Blog per cercare di capire meglio l'Asia e come sta cambiando. Per sapere come la Cina, l'India e i paesi del sud est asiatico cambieranno il nostro modo di vivere. Blog destinato a chi ha tempo e voglia di riflettere.
lunedì 20 febbraio 2012
Neil Davis
Leggendo Terzani è difficile non rimanere affascinati dalla figura di Neil Davis. Lui ne fa solo cenno sui libri "la fine è il mio inizio" e "in Asia". Ho voluto quindi fare una ricerca sul personaggio, e, quello che ne è venuto fuori, lo ho pubblicato su wikipedia.
Avrei piacere che andaste a vedere il lavoro nell'enciclopedia e che vi apportaste eventuali correzioni o integrazioni. Mancano molte cose, ma il rigore e la richiesta di fonti su cui si basa, giustamente peraltro, wikipedia, rende il lavoro lento e macchinoso. Sono ben accetti anche suggerimenti relativi a libri, anche fotografici, sull'autore.
venerdì 3 febbraio 2012
Dopo una lunga latitanza
Rieccomi dopo tanti giorni di assenza.
Peccato, sono successe un sacco di cose nel frattempo. Alcune eclatanti come il precipitarsi della situazione politica in IRAN e la caduta del governo Berlusconi, altre apparentemente di minor rilievo, come l'affondamento della Costa Concordia.
Non basterebbero 100 libri per scrivere tutto, ma da oggi cercherò di farlo. Nel frattempo credo sia ora di porre l'attenzione a notizie che i giornali evitano di mettere in rilievo. Pazzesco parlare di spread mentre voci sempre più attendibili parlano di un'imminente attacco da parte degli israeliani in IRAN... Sarebbe bello parlare anche di cose che non interessano più a nessuno, come la situazione in Tibet, che, dopo le olimpiadi, sembra non suscitare più nessun interesse.
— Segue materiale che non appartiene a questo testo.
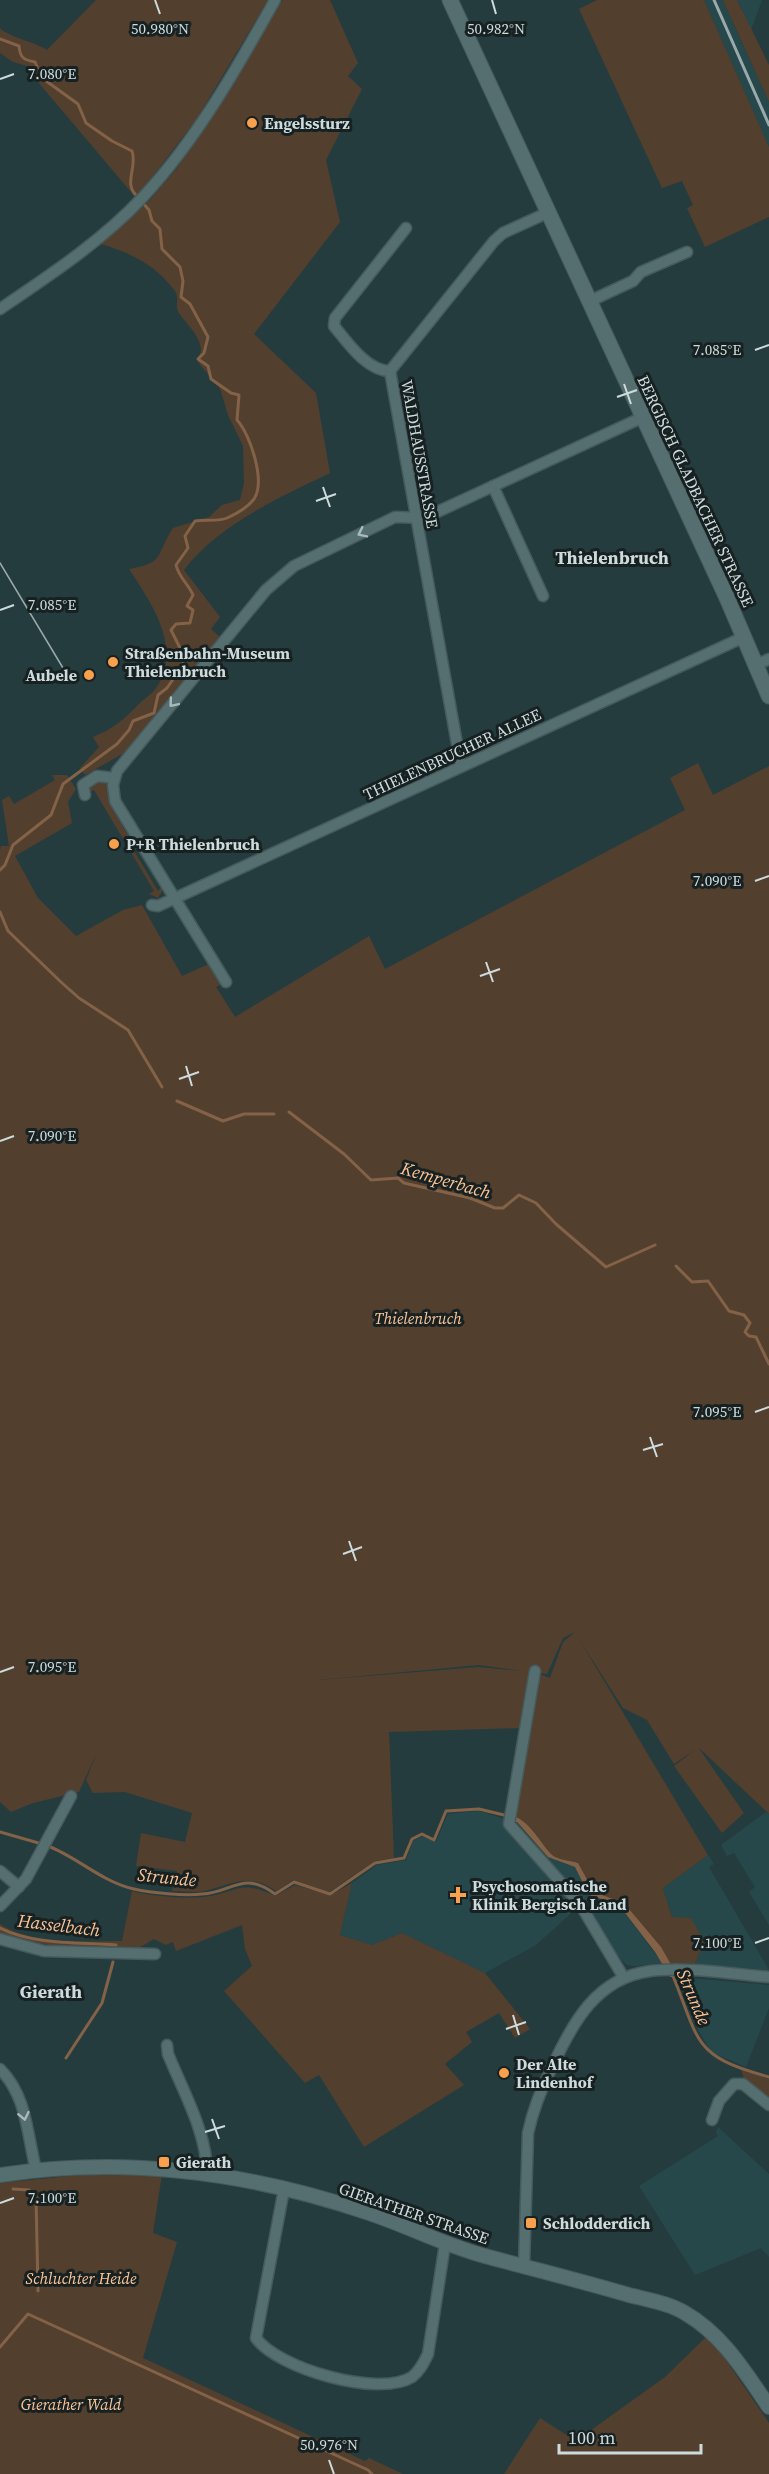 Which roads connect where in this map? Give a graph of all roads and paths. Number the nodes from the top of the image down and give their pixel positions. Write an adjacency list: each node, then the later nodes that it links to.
1 (275, 0): 7 (street)
2 (450, 0): 3 (main road, BERGISCH GLADBACHER STRASSE)
3 (548, 213): 6 (main road, BERGISCH GLADBACHER STRASSE); 8 (street, WALDHAUSSTRASSE)
4 (406, 228): 8 (street)
5 (687, 252): 6 (street)
6 (588, 302): 9 (main road, BERGISCH GLADBACHER STRASSE)
7 (0, 309)
8 (390, 371): 11 (street, WALDHAUSSTRASSE)
9 (641, 418): 10 (street); 13 (main road, BERGISCH GLADBACHER STRASSE)
10 (493, 486): 11 (street); 12 (street)
11 (416, 518): 16 (street, WALDHAUSSTRASSE); 17 (street, one-way to 17)
12 (543, 596)
13 (744, 637): 14 (main road, BERGISCH GLADBACHER STRASSE); 16 (street, THIELENBRUCHER ALLEE)
14 (762, 662): 15 (main road, BERGISCH GLADBACHER STRASSE)
15 (769, 696)
16 (461, 766): 19 (street, THIELENBRUCHER ALLEE)
17 (114, 778): 18 (street); 19 (street)
18 (84, 795)
19 (174, 899): 20 (street, THIELENBRUCHER ALLEE); 21 (street)
20 (152, 905)
21 (226, 982)
22 (535, 1671): 30 (street)
23 (71, 1796): 25 (street)
24 (0, 1871): 25 (street)
25 (20, 1887): 26 (street)
26 (0, 1906)
27 (0, 1939): 28 (street)
28 (155, 1954)
29 (769, 1977): 30 (street)
30 (624, 1978): 40 (street)
31 (167, 2045): 36 (street)
32 (0, 2068): 35 (street, one-way to 35)
33 (769, 2104): 34 (street)
34 (712, 2120)
35 (36, 2170): 36 (street, GIERATHER STRASSE); 37 (street, GIERATHER STRASSE)
36 (207, 2173): 38 (street, GIERATHER STRASSE)
37 (0, 2175)
38 (284, 2189): 39 (street, GIERATHER STRASSE); 39 (street)
39 (445, 2244): 40 (street, GIERATHER STRASSE)
40 (524, 2266): 41 (street, GIERATHER STRASSE)
41 (769, 2407)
La notizia più interessante di questi mesi credo che riguardi le elezioni nei due paesi di Xintiandi e Xiaxi. Per la prima volta in Cina due candidati indipendenti si presentano alle elezioni e vincono. Strano che la notizia più importante (secondo me) sia una buona notizia vero?
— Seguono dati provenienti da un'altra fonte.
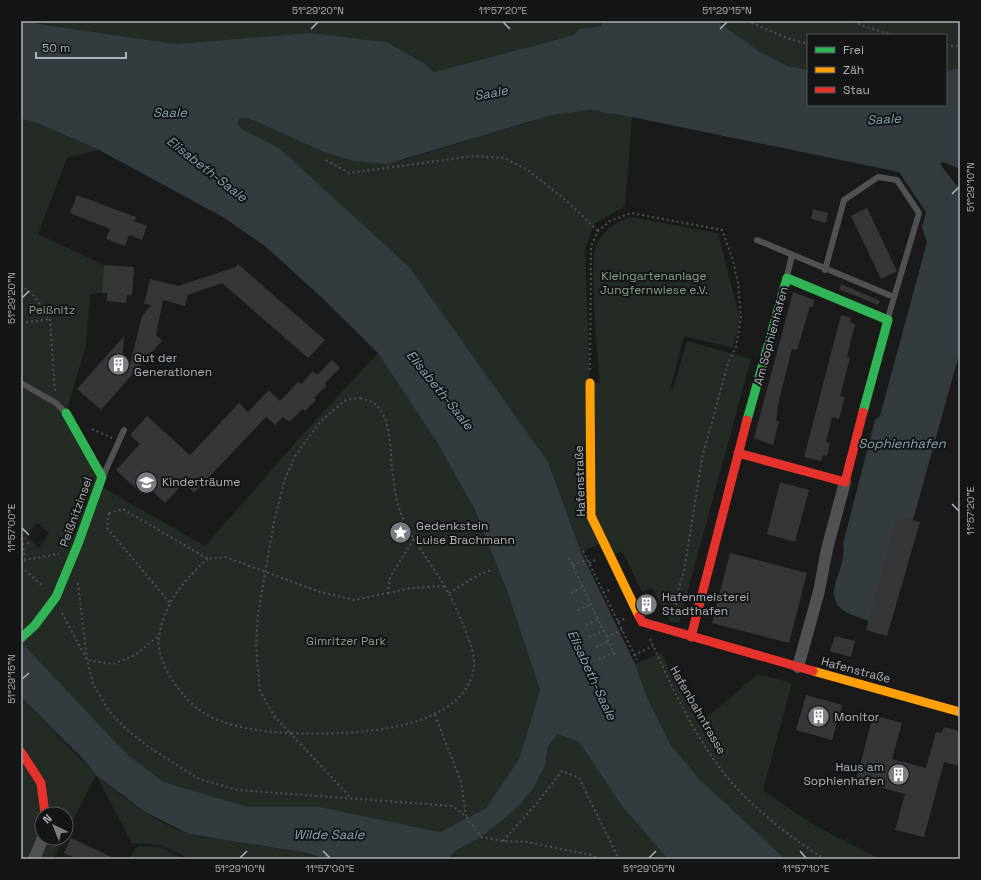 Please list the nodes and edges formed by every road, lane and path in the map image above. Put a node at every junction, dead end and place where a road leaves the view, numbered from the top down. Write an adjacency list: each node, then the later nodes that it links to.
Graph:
1 (747, 21): 4 (path)
2 (854, 21): 3 (path)
3 (890, 34)
4 (807, 44)
5 (960, 45): 6 (path)
6 (947, 47)
7 (326, 160): 8 (path)
8 (598, 232): 19 (path); 62 (path)
9 (757, 240): 10 (lane)
10 (792, 255): 11 (lane); 12 (lane)
11 (825, 270): 14 (lane); 14 (lane)
12 (787, 278): 16 (street, Am Sophienhafen); 25 (street, Am Sophienhafen)
13 (21, 285): 15 (path)
14 (894, 298): 16 (lane)
15 (50, 319): 17 (path); 20 (path)
16 (888, 320): 27 (street)
17 (21, 323)
18 (21, 383): 20 (lane, Peißnitzinsel)
19 (590, 383): 58 (street, Hafenstraße)
20 (56, 403): 21 (lane, Peißnitzinsel)
21 (66, 413): 26 (street, Peißnitzinsel)
22 (90, 429): 24 (path)
23 (124, 430): 24 (lane)
24 (118, 441): 26 (lane)
25 (738, 453): 27 (street); 66 (street, Am Sophienhafen)
26 (102, 477): 31 (street, Peißnitzinsel)
27 (845, 482): 75 (street)
28 (414, 539): 41 (path); 44 (path); 47 (path)
29 (32, 543): 35 (path)
30 (583, 550): 34 (path)
31 (75, 551): 35 (path); 51 (street, Peißnitzinsel)
32 (569, 558): 39 (path)
33 (208, 559): 41 (path); 52 (path); 52 (path)
34 (587, 559): 37 (path); 39 (path)
35 (25, 560): 38 (path)
36 (594, 561): 37 (path)
37 (589, 563): 50 (path)
38 (21, 566): 43 (path)
39 (573, 566): 45 (path)
40 (491, 570): 48 (path)
41 (265, 571): 47 (path); 78 (path)
42 (78, 581): 73 (path)
43 (40, 583)
44 (445, 586): 47 (path); 48 (path)
45 (583, 587): 49 (path); 53 (path)
46 (608, 590): 50 (path)
47 (388, 593)
48 (449, 593): 77 (path)
49 (571, 593)
50 (603, 593): 57 (path)
51 (56, 597): 67 (street, Peißnitzinsel); 73 (path)
52 (170, 603): 63 (path)
53 (591, 604): 54 (path); 55 (path)
54 (578, 610)
55 (598, 619): 59 (path); 60 (path)
56 (622, 620): 57 (path)
57 (618, 622): 61 (path)
58 (642, 622): 62 (street, Hafenstraße); 69 (path, Hafenbahntrasse)
59 (586, 625)
60 (604, 630): 64 (path); 65 (path)
61 (622, 630): 65 (path); 71 (path)
62 (672, 631): 66 (street, Hafenstraße)
63 (158, 636): 73 (path); 78 (path)
64 (589, 637)
65 (607, 637): 68 (path)
66 (691, 637): 75 (street, Hafenstraße)
67 (21, 638)
68 (609, 641): 70 (path); 72 (path)
69 (653, 646): 71 (path); 88 (path, Hafenbahntrasse)
70 (596, 647)
71 (634, 654): 74 (path)
72 (599, 659)
73 (86, 660): 80 (path)
74 (637, 660)
75 (798, 667): 76 (street, Hafenstraße)
76 (960, 712)
77 (435, 715): 78 (path); 82 (path)
78 (290, 733): 80 (path)
79 (21, 752): 81 (street)
80 (352, 799): 82 (path)
81 (44, 806)
82 (466, 816): 83 (path)
83 (503, 842): 86 (path); 87 (path)
84 (40, 846): 85 (street)
85 (34, 859)
86 (600, 859)
87 (619, 859)
88 (825, 859)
Un domani, volente o nolente, dovremo subire il condizionamento della Cina, esattamente come ora lo subiamo dagli stati uniti. Sta già succedendo. I cinesi si rifiutano di stampare le nostre enciclopedie, a meno di non rivedere i termini che riguardano la rivoluzione popolare, ci vietano di ricevere in forma ufficiale il Dalai Lama e decidono in quali settori della nostra industria intervenire. Non nascondo che la cosa fa paura. Sono sempre stato un fervido oppositore del modello imperialista americano, ma l'idea di passare dagli Yenky alla Cina non mi solletica affatto. Vediamo se queste elezioni a cui diamo poca importanza, fatto per altro comprensibile vista la risibile dimensione dei due comuni coinvolti, saranno la miccia che porterà democrazia anche in Cina. La democratizzazione della Cina è uno degli elementi fondamentali per poter mantenere viva la, seppur malata, grande democrazia occidentale.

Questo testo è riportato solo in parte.